[发明专利]一种表达R7蛋白和荧光标签的重组球虫载体及其检测方法

说明书

本发明提供一种表达R7蛋白和荧光标签的重组球虫载体及其检测方法，属于基因工程技术领域。本发明提供一种靶向ETH_00009555基因的sgRNA，可以进行精确地基因定点突变；由sgRNA和同源重组片段建立基因编辑系统，可精确地将卡氏住白细胞虫的R7蛋白和荧光标签蛋白等目的片段同源重组于ETH_00009555基因，构建一种表达R7蛋白和荧光标签的重组球虫载体。所述重组球虫载体DNA经过PCR检测和测序，表明R7基因和荧光标签基因已成功重组于ETH_00009555基因；且重组球虫载体在荧光显微镜下具有明显的荧光信号，表明其已成功表达R7蛋白和荧光标签蛋白。

技术领域

本发明属于基因编辑技术领域，尤其涉及一种表达R7蛋白和荧光标签的重组球虫载体及其检测方法。

背景技术

CRISPR-Cas9基因编辑系统是由规律成簇间隔短回文重复序列(Clusteredregularly interspaced short palindromic repeats，CRISPR)以及CRISPR相关蛋白9(CRISPR-associated protein9，Cas9)组成，是继锌指核酸酶(zinc finger nuclease，ZFNs)和转录激活因子样效应物核酸酶(transcription activator-like effectornucleases，TALENs)技术之后迅速发展起来的基因组编辑技术，在细胞基因敲除中已被广泛应用。CRISPR-Cas9通过小向导RNA(small guide RNA，sgRNA)识别靶序列并引导Cas9蛋白对靶位点进行切割，使DNA发生双链断裂(DNA double-strand break，DSB)。断裂的DNA为防止被降解会自动启动内源性修复机制，而内源修复机制通常有两种，在非同源末端连接(Non-homologous end joining，NHEJ)修复机制下修复时，在断裂缺口处往往随机的插入或删除碱基，若突变位点位于蛋白编码区(coding sequence，CDS)，将转录错误mRNA，导致翻译失败或蛋白失活从而实现基因敲除，而在同源重组(Homologous recombination，HR)修复机制以及修复模板存在的条件下，可以实现定点单个碱基或长片段的插入、删除或者突变，形成基因的重组与敲除。
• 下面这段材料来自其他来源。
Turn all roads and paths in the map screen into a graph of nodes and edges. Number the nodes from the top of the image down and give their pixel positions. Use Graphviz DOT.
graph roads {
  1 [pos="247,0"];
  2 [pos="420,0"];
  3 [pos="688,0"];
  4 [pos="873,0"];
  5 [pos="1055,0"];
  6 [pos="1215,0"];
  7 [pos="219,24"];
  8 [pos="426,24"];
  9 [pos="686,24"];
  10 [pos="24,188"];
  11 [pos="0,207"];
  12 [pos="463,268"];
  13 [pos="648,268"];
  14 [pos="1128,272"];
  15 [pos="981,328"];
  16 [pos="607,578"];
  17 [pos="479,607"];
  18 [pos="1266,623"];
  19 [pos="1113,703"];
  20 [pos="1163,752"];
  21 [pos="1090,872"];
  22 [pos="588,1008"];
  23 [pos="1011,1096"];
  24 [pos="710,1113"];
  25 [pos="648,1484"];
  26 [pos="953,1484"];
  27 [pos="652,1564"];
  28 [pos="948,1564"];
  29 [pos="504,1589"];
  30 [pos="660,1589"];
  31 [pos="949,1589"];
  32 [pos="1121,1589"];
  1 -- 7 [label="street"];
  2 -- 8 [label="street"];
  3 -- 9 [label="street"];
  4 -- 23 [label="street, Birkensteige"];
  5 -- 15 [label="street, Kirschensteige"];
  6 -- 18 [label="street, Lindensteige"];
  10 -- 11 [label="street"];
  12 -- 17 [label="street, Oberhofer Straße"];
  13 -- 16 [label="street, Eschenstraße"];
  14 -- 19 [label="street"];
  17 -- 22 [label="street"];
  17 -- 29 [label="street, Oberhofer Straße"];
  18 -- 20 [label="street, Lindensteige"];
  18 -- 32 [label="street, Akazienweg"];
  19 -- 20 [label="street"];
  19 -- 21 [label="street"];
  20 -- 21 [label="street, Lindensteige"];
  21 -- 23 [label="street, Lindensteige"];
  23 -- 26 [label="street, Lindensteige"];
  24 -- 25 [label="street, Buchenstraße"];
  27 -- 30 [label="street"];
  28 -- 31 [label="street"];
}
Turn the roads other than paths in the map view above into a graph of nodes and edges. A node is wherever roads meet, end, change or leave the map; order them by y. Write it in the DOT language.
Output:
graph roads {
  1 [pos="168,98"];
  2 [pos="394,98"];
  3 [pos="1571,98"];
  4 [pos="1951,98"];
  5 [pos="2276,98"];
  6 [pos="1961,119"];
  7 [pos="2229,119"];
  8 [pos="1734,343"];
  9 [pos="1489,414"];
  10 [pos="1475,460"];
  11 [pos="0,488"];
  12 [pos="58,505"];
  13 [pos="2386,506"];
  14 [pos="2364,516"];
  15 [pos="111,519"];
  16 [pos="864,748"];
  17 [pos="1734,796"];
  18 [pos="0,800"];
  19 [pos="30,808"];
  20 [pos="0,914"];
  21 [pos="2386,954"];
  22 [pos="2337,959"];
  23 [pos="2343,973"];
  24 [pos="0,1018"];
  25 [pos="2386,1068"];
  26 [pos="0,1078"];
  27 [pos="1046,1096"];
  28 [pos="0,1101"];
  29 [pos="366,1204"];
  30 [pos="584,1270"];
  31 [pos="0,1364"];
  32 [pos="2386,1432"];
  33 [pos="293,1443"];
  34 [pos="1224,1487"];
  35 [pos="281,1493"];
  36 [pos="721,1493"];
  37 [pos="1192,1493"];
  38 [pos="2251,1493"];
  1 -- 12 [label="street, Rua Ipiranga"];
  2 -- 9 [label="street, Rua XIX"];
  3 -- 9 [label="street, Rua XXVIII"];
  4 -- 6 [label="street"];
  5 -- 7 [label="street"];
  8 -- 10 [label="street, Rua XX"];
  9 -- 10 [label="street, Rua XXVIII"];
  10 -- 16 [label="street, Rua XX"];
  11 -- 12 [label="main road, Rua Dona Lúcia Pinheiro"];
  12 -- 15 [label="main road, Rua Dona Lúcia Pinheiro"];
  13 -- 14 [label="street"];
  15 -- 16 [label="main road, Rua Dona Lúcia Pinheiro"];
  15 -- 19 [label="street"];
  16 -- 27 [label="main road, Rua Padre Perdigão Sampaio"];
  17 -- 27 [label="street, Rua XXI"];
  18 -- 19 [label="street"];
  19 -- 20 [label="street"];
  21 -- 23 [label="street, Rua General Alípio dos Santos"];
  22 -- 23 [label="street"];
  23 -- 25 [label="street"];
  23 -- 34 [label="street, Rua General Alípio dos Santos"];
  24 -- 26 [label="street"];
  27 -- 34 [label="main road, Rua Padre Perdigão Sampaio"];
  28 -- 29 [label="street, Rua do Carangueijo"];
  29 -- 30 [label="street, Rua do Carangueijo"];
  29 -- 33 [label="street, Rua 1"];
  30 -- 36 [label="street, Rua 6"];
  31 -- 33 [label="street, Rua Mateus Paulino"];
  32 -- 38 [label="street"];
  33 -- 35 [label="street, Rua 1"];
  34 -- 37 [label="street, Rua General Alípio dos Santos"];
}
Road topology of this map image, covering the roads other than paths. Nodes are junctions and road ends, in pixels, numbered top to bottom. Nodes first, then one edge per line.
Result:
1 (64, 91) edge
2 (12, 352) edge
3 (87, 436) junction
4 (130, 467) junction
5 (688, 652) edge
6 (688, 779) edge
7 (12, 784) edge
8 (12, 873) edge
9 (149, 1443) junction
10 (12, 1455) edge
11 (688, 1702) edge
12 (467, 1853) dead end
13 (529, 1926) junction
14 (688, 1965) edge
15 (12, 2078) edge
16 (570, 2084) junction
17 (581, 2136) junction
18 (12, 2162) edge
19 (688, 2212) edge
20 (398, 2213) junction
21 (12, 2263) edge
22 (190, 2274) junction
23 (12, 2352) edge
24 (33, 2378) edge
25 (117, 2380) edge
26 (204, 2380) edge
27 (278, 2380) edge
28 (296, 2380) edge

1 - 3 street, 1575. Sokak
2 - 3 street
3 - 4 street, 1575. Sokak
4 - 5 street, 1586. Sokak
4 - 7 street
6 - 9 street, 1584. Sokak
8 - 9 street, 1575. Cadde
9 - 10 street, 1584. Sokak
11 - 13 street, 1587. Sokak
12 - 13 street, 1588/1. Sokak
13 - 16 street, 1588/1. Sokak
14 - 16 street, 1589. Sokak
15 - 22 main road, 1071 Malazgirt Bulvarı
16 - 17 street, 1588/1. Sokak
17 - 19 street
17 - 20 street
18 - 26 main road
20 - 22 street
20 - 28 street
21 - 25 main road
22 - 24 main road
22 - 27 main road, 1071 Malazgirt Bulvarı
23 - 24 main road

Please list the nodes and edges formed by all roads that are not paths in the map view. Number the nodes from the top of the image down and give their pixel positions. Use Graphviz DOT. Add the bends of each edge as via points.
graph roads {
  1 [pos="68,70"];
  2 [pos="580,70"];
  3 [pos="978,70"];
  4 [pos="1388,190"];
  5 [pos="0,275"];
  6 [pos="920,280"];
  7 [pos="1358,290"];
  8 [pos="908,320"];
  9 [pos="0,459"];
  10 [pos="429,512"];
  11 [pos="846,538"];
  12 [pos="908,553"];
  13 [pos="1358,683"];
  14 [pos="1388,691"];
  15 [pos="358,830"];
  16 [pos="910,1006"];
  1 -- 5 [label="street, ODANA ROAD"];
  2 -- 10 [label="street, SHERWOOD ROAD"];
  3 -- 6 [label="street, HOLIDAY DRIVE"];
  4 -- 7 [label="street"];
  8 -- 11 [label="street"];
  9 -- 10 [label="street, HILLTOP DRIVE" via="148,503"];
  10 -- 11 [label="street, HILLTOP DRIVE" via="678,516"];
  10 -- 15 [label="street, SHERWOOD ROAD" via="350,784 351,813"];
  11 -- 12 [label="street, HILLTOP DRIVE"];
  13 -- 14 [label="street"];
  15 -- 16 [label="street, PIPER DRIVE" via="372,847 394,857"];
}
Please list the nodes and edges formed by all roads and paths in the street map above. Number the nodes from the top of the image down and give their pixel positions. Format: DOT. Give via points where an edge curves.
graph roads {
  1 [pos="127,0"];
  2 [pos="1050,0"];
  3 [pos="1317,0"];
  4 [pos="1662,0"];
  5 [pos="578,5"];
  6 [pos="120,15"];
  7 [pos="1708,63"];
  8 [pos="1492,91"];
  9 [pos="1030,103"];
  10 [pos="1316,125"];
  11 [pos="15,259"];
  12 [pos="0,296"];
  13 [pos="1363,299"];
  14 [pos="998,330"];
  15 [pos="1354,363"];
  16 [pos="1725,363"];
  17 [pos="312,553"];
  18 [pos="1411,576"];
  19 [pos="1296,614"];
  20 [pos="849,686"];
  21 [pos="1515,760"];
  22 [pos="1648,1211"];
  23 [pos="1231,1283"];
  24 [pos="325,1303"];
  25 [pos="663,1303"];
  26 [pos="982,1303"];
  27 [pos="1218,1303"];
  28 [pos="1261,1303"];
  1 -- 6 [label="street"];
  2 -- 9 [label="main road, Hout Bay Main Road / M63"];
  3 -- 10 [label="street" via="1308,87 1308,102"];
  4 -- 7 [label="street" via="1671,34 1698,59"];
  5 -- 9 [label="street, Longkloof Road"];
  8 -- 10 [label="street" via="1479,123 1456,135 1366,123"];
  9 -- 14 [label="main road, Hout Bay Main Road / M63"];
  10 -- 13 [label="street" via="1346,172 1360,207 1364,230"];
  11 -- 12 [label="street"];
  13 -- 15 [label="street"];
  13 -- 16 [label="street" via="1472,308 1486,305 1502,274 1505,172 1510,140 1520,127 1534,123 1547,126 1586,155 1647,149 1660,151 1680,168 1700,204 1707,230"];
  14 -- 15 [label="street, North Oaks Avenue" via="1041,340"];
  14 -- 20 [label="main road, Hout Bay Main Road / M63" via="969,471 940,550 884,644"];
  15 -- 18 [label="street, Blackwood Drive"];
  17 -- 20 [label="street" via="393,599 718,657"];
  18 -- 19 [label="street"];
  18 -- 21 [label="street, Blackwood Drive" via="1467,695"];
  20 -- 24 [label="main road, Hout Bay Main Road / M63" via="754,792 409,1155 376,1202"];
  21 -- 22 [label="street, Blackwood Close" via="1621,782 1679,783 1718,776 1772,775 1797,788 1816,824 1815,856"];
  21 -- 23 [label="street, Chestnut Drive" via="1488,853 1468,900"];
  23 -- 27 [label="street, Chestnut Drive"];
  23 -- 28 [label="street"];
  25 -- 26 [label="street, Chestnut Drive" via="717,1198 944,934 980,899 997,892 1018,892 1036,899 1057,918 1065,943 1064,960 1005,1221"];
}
鸡卡氏住白细胞虫病是由卡氏住白细胞虫侵害鸡的血液和内脏器官的组织细胞而引起的一种原虫病，这种原虫病对雏鸡(0～50天为雏鸡)的危害极大。鸡卡氏住白细胞虫寄生于鸡的红细胞、白细胞和内脏组织细胞内，引起鸡患血孢子虫病，主要临床表现为鸡冠发白、消瘦或绿色稀粪，成年鸡感染率高，鸡感染卡氏住白细胞虫后其生长发育受阻。

鸡球虫病是常见且危害十分严重的寄生虫病，对养鸡行业造成了严重的影响。柔嫩艾美耳球虫是众多球虫中的一种，其致病力最强，寄生于鸡的盲肠，主要危害3月龄内的雏鸡，鸡在食用球虫卵囊后，球虫在肠道内着床，繁殖并损害组织。病鸡感染球虫病后发病突然，容易造成大规模感染，对养殖厂造成巨大的损失。

卡氏住白细胞虫病和鸡球虫病是规模化养鸡工厂所面临的重要挑战，传统的药物治疗方法长期使用会产生耐药性和药物残留等问题，目前大量的实验表明虫体对多数抗虫药物已经产生了抗药性，因此开发针对球虫病和卡氏住白细胞虫病的疫苗是防治的关键。

目前利用基因工程技术研制的卡氏住白细胞虫病疫苗主要有重组亚单位疫苗和转基因植物疫苗两种。单一的疫苗只能对应一种球虫病，要想实现多种球虫病的免疫，需要较长的时间建立免疫屏障。在大型养殖孵化场中，快速免疫保护、降低鸡群的发病风险具有至关重要的作用，但是目前还没有能够同时免疫卡氏住白细胞虫和柔嫩艾美耳球虫的疫苗。

发明内容

本发明的目的在于提供一种表达R7蛋白和荧光标签的重组球虫载体及其检测方法，利用所述CRISPR-Cas9基因编辑系统可以在ETH_00009555基因上插入R7基因和EGFP基因，构建的重组球虫能稳定高效表达荧光信号和R7蛋白。本发明成功构建了表达R7蛋白和荧光蛋白标签的球虫载体，所述球虫载体便于筛选，其在荧光显微镜下能观察到自发荧光，且在靶向R7基因和荧光蛋白基因的PCR检测下为阳性。